= WORK REQUEST =
Nothing in the records may change when you print them out again.

= EXERCISE MATERIALS =

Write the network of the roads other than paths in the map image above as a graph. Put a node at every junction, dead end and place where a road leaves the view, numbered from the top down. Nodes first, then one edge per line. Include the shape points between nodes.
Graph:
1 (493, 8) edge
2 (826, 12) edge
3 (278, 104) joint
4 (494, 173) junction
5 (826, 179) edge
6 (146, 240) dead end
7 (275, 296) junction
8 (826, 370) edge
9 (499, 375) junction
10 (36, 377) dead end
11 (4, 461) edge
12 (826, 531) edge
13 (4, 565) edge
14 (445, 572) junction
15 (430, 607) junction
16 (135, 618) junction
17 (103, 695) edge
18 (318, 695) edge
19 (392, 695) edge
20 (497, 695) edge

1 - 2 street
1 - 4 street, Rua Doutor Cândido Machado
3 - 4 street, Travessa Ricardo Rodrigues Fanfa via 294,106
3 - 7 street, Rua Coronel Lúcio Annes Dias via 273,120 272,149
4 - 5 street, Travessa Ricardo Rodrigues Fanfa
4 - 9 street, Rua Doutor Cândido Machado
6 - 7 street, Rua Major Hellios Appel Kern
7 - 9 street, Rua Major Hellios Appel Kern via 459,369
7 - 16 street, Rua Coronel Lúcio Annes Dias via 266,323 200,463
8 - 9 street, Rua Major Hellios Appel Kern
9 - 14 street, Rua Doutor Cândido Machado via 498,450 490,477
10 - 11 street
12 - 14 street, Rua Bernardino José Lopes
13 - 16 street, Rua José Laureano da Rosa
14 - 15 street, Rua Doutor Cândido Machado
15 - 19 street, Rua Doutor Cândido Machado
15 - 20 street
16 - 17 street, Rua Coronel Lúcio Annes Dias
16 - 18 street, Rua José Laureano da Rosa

= WRITTEN SOLUTION =
Write the network of the roads other than paths in the map image above as a graph. Put a node at every junction, dead end and place where a road leaves the view, numbered from the top down. Nodes first, then one edge per line. Include the shape points between nodes.
Graph:
1 (493, 8) edge
2 (826, 12) edge
3 (278, 104) joint
4 (494, 173) junction
5 (826, 179) edge
6 (146, 240) dead end
7 (275, 296) junction
8 (826, 370) edge
9 (499, 375) junction
10 (36, 377) dead end
11 (4, 461) edge
12 (826, 531) edge
13 (4, 565) edge
14 (445, 572) junction
15 (430, 607) junction
16 (135, 618) junction
17 (103, 695) edge
18 (318, 695) edge
19 (392, 695) edge
20 (497, 695) edge

1 - 2 street
1 - 4 street, Rua Doutor Cândido Machado
3 - 4 street, Travessa Ricardo Rodrigues Fanfa via 294,106
3 - 7 street, Rua Coronel Lúcio Annes Dias via 273,120 272,149
4 - 5 street, Travessa Ricardo Rodrigues Fanfa
4 - 9 street, Rua Doutor Cândido Machado
6 - 7 street, Rua Major Hellios Appel Kern
7 - 9 street, Rua Major Hellios Appel Kern via 459,369
7 - 16 street, Rua Coronel Lúcio Annes Dias via 266,323 200,463
8 - 9 street, Rua Major Hellios Appel Kern
9 - 14 street, Rua Doutor Cândido Machado via 498,450 490,477
10 - 11 street
12 - 14 street, Rua Bernardino José Lopes
13 - 16 street, Rua José Laureano da Rosa
14 - 15 street, Rua Doutor Cândido Machado
15 - 19 street, Rua Doutor Cândido Machado
15 - 20 street
16 - 17 street, Rua Coronel Lúcio Annes Dias
16 - 18 street, Rua José Laureano da Rosa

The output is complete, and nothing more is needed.